I have created a grammar, a stripped-down version of which is reproduced below:
(0) exp1: ternary;
(1) exp1: exp2;
(2) ternary: exp2 "?" exp1 ":" exp1;
(3) exp2: exp2 "+" exp3;
(4) exp2: exp3;
(5) exp3: maybe;
(6) exp3: "1";
(7) maybe: exp3 "?";
I believe this language is unambiguous, and should be LR-parsable. (Please let me know if I'm wrong!)

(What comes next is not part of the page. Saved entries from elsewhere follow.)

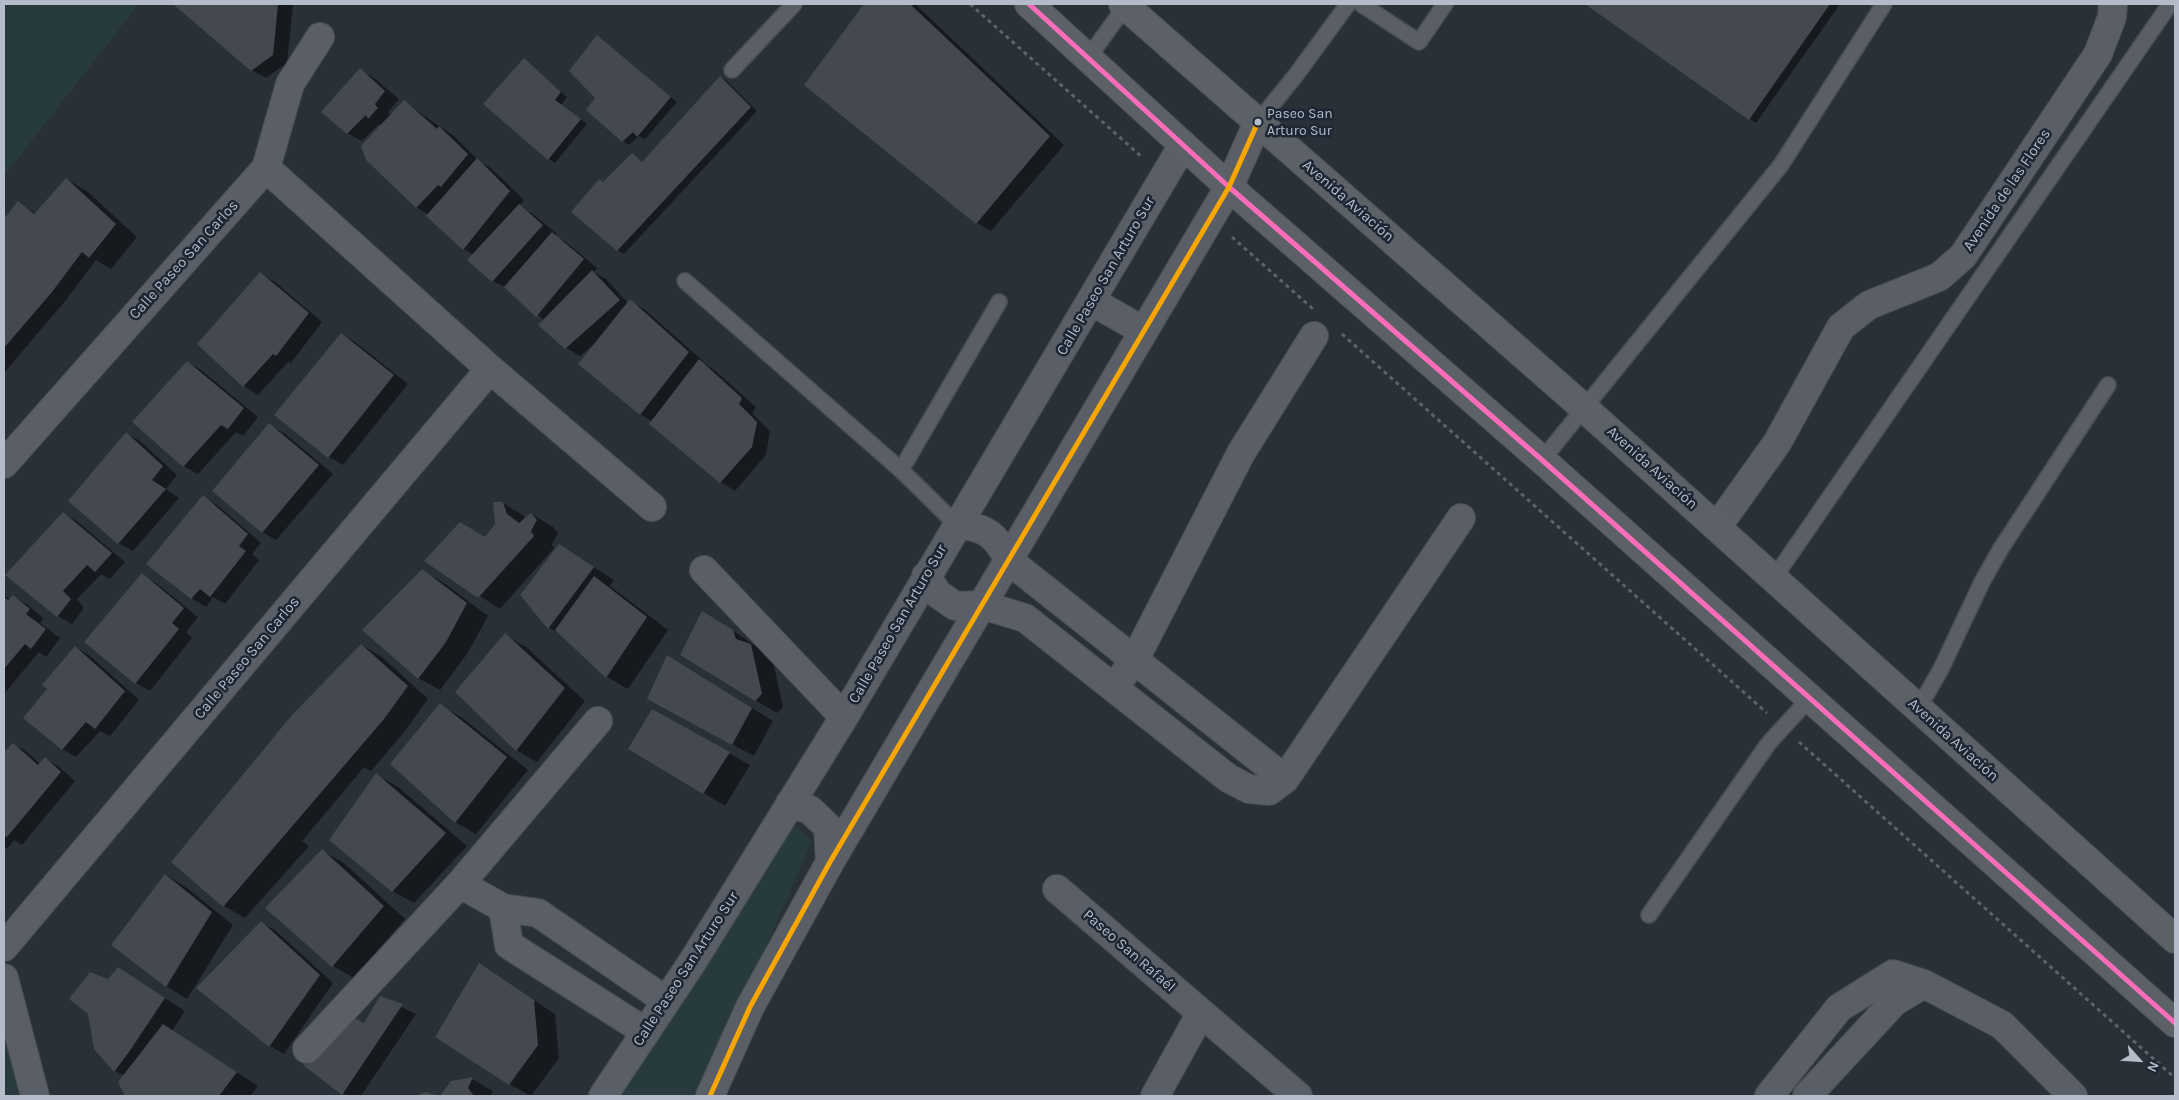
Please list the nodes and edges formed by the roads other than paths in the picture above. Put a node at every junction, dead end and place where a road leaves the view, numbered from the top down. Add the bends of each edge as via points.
1 (794, 4) edge
2 (1029, 4) edge
3 (1125, 4) edge
4 (1348, 4) edge
5 (1361, 4) edge
6 (1446, 4) edge
7 (1884, 4) edge
8 (2113, 4) edge
9 (2170, 4) edge
10 (320, 37) dead end
11 (1088, 58) junction
12 (732, 70) dead end
13 (1258, 122) junction
14 (1183, 145) junction
15 (266, 168) junction
16 (1229, 187) junction
17 (685, 281) dead end
18 (1092, 301) junction
19 (999, 302) dead end
20 (1321, 324) road end
21 (1144, 331) junction
22 (490, 369) junction
23 (2108, 385) dead end
24 (1584, 408) junction
25 (1542, 460) junction
26 (4, 464) edge
27 (901, 470) junction
28 (652, 506) dead end
29 (1461, 518) dead end
30 (957, 525) junction
31 (1717, 527) junction
32 (1008, 560) junction
33 (704, 570) dead end
34 (926, 576) junction
35 (1774, 578) junction
36 (982, 605) junction
37 (1134, 661) junction
38 (1114, 687) junction
39 (1810, 698) junction
40 (1918, 709) junction
41 (844, 717) junction
42 (598, 721) dead end
43 (1285, 779) junction
44 (790, 802) junction
45 (830, 862) junction
46 (460, 884) junction
47 (1057, 889) dead end
48 (503, 908) junction
49 (1649, 915) dead end
50 (2175, 938) edge
51 (4, 947) edge
52 (4, 978) edge
53 (1924, 984) junction
54 (665, 1000) junction
55 (1201, 1013) junction
56 (2175, 1023) edge
57 (646, 1032) junction
58 (307, 1049) dead end
59 (35, 1096) edge
60 (603, 1096) edge
61 (710, 1096) edge
62 (1154, 1096) edge
63 (1298, 1096) edge
64 (1769, 1096) edge
65 (1807, 1096) edge
66 (2073, 1096) edge

1 - 12 lane
2 - 11 main road
3 - 11 lane
3 - 13 main road, Avenida Aviación
4 - 13 lane
5 - 6 lane via 1420,42
7 - 24 lane via 1781,165
8 - 31 street, Avenida de las Flores via 2112,17 2098,54 1963,256 1939,277 1869,305 1841,327 1777,442
9 - 35 lane
10 - 15 street, Calle Paseo San Carlos via 290,84
11 - 14 main road
13 - 16 street
13 - 24 main road, Avenida Aviación
14 - 16 main road
14 - 18 street, Calle Paseo San Arturo Sur
15 - 22 street
15 - 26 street, Calle Paseo San Carlos
16 - 21 street
16 - 25 main road
17 - 27 lane
18 - 21 street
18 - 30 street, Calle Paseo San Arturo Sur
19 - 27 lane
20 - 37 street via 1241,453
21 - 32 street
22 - 28 street
22 - 51 street, Calle Paseo San Carlos
23 - 40 lane via 2000,550
24 - 25 lane
24 - 31 main road, Avenida Aviación
25 - 39 main road
27 - 30 lane
29 - 43 street
30 - 32 street via 973,525 989,534 1001,544
30 - 34 street, Calle Paseo San Arturo Sur
31 - 35 main road, Avenida Aviación
32 - 36 street
32 - 37 street
33 - 41 street
34 - 36 street via 938,594 955,606
34 - 41 street, Calle Paseo San Arturo Sur
35 - 40 main road, Avenida Aviación
36 - 38 street via 1025,618
36 - 45 street
37 - 38 street
37 - 43 street
38 - 43 street via 1228,778 1249,789 1269,792
39 - 49 lane via 1768,744
39 - 56 main road
40 - 50 main road, Avenida Aviación
41 - 44 street, Calle Paseo San Arturo Sur
42 - 46 street
44 - 45 street via 810,810 828,827
44 - 54 street, Calle Paseo San Arturo Sur via 693,961
45 - 61 street via 750,1007
46 - 48 street
46 - 58 street
47 - 55 street, Paseo San Rafaél
48 - 54 street via 538,913
48 - 57 street via 509,945
52 - 59 street
53 - 64 street via 1893,974 1839,1008
53 - 65 street via 1894,1002
53 - 66 street via 2002,1025
54 - 57 street, Calle Paseo San Arturo Sur
55 - 62 street
55 - 63 street, Paseo San Rafaél
57 - 60 street, Calle Paseo San Arturo Sur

However, when I attempt to generate an LR(1) parser for this grammar, I get shift/reduce conflicts, because when the parser sees exp3
with lookahead ?
, it doesn't know whether to shift or reduce:
Conflicts in state 3:
Reduction using rule 4: exp2: exp3 · | "?"
Shift to state 6
Conflicts in state 9:
Reduction using rule 3: exp2: exp2 "+" exp3 · | "?"
Shift to state 6
Conflicts in state 13:
Reduction using rule 4: exp2: exp3 · | "?"
Shift to state 16
Conflicts in state 20:
Reduction using rule 4: exp2: exp3 · | "?"
Shift to state 23
Conflicts in state 25:
Reduction using rule 3: exp2: exp2 "+" exp3 · | "?"
Shift to state 23
Conflicts in state 28:
Reduction using rule 3: exp2: exp2 "+" exp3 · | "?"
Shift to state 16
Is there a reasonable way for me to make this language LR(1)-parsable (with no conflicts)?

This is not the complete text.